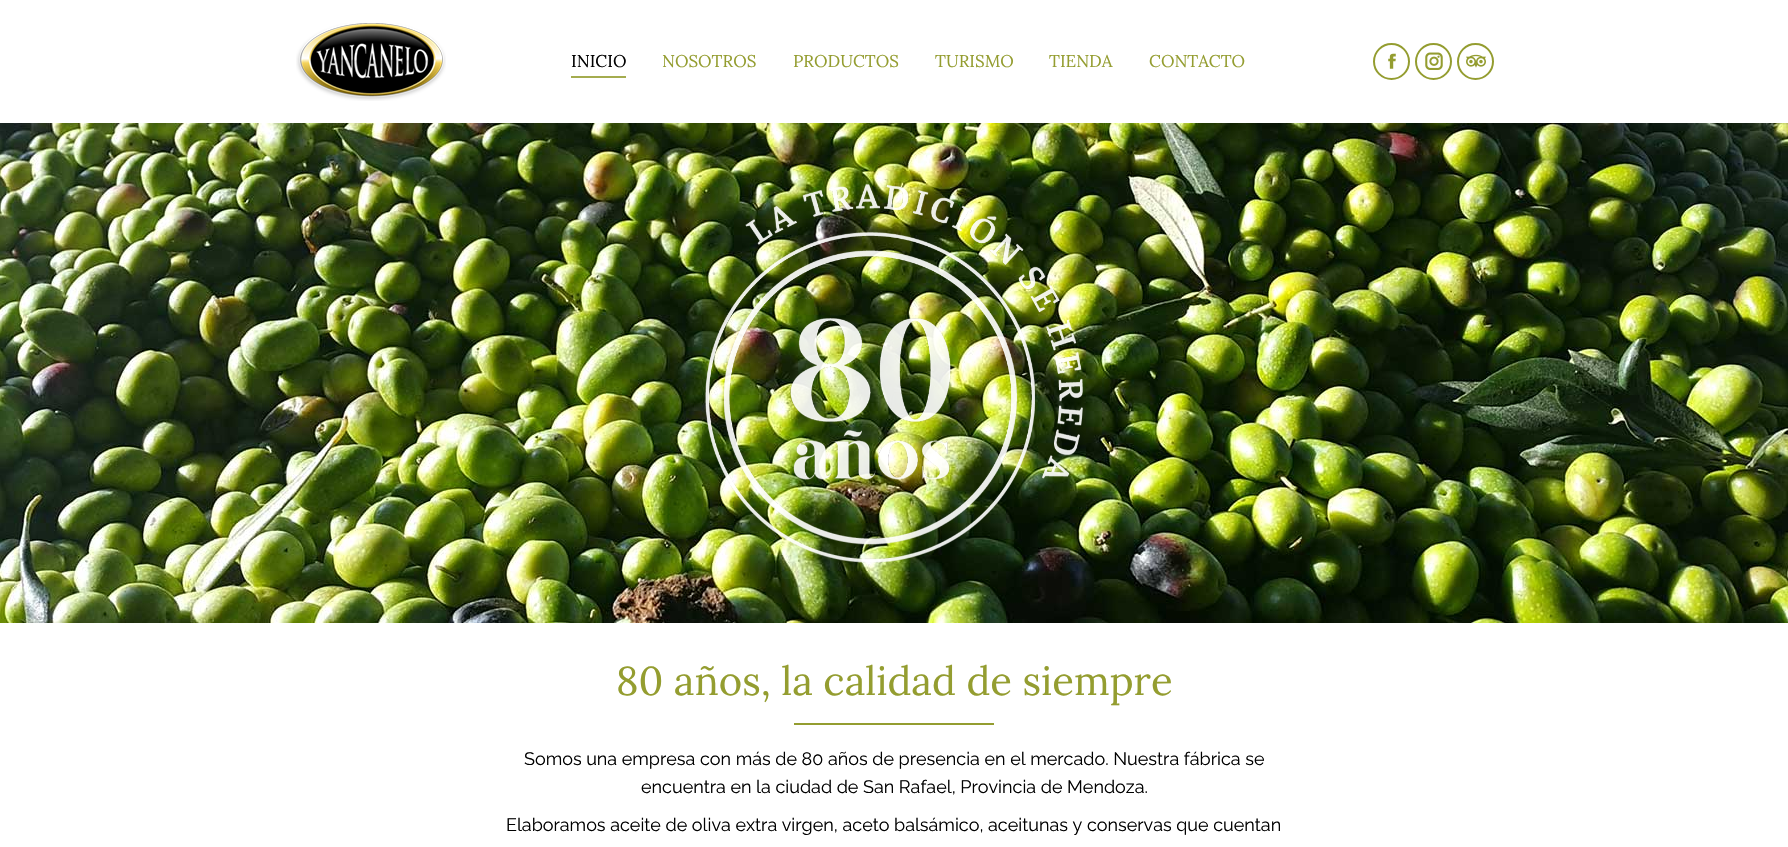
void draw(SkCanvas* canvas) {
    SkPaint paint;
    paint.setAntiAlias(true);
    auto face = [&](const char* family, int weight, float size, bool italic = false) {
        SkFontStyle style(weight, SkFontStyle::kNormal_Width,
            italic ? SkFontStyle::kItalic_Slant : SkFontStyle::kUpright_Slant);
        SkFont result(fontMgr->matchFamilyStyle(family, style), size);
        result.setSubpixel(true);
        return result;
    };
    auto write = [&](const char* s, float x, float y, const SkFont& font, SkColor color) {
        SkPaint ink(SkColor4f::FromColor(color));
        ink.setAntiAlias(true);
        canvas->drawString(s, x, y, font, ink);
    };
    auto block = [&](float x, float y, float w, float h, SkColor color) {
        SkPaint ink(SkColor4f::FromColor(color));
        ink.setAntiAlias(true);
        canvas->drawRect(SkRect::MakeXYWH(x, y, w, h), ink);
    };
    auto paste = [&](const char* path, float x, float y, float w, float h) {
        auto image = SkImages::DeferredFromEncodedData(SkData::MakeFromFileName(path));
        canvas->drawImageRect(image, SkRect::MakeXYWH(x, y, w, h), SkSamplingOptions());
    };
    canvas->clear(SK_ColorWHITE);
    paste("pic1.png", 296, 23, 150, 78);
    auto kFont1 = face("Lora", 400, 17);
    write("INICIO", 571, 67, kFont1, SkColorSetRGB(1, 1, 1));
    block(571, 76, 55, 2, SkColorSetRGB(164, 172, 79));
    write("NOSOTROS", 662, 67, kFont1, SkColorSetRGB(148, 157, 48));
    write("PRODUCTOS", 793, 67, kFont1, SkColorSetRGB(148, 157, 48));
    write("TURISMO", 935, 67, kFont1, SkColorSetRGB(148, 157, 48));
    write("TIENDA", 1049, 67, kFont1, SkColorSetRGB(148, 157, 48));
    write("CONTACTO", 1149, 67, kFont1, SkColorSetRGB(148, 157, 48));
    paint.setStyle(SkPaint::kStroke_Style);
    paint.setStrokeWidth(2);
    paint.setColor(SkColorSetRGB(148, 157, 48));
    canvas->drawCircle(1391.5f, 61.5f, 17.5f, paint);
    paste("pic2.png", 1388, 53, 8, 16);
    canvas->drawCircle(1433.5f, 61.5f, 17.5f, paint);
    paste("pic3.png", 1425, 52, 18, 18);
    canvas->drawCircle(1475.5f, 61.5f, 17.5f, paint);
    paste("pic4.png", 1466, 54, 20, 14);
    paste("pic5.png", 0, 123, 1788, 500);
    paste("pic6.png", 705, 183, 378, 380);
    auto kFont2 = face("Lora", 400, 40);
    write("80 años, la calidad de siempre", 616, 695, kFont2, SkColorSetRGB(148, 157, 48));
    block(794, 723, 200, 2, SkColorSetRGB(148, 157, 48));
    auto kFont3 = face("Raleway", 400, 18);
    write("Somos una empresa con más de 80 años de presencia en el mercado. Nuestra fábrica se", 524, 765, kFont3, SkColorSetRGB(1, 1, 1));
    write("encuentra en la ciudad de San Rafael, Provincia de Mendoza.", 641, 793, kFont3, SkColorSetRGB(1, 1, 1));
    write("Elaboramos aceite de oliva extra virgen, aceto balsámico, aceitunas y conservas que cuentan", 506, 831, kFont3, SkColorSetRGB(1, 1, 1));
}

====

▶ **Exercise goal**
Write out an exact copy of the listing, first line through the line containing "auto paste = [&](const", with the pictures left out.

▶ **Solution for this exercise**
void draw(SkCanvas* canvas) {
    SkPaint paint;
    paint.setAntiAlias(true);
    auto face = [&](const char* family, int weight, float size, bool italic = false) {
        SkFontStyle style(weight, SkFontStyle::kNormal_Width,
            italic ? SkFontStyle::kItalic_Slant : SkFontStyle::kUpright_Slant);
        SkFont result(fontMgr->matchFamilyStyle(family, style), size);
        result.setSubpixel(true);
        return result;
    };
    auto write = [&](const char* s, float x, float y, const SkFont& font, SkColor color) {
        SkPaint ink(SkColor4f::FromColor(color));
        ink.setAntiAlias(true);
        canvas->drawString(s, x, y, font, ink);
    };
    auto block = [&](float x, float y, float w, float h, SkColor color) {
        SkPaint ink(SkColor4f::FromColor(color));
        ink.setAntiAlias(true);
        canvas->drawRect(SkRect::MakeXYWH(x, y, w, h), ink);
    };
    auto paste = [&](const char* path, float x, float y, float w, float h) {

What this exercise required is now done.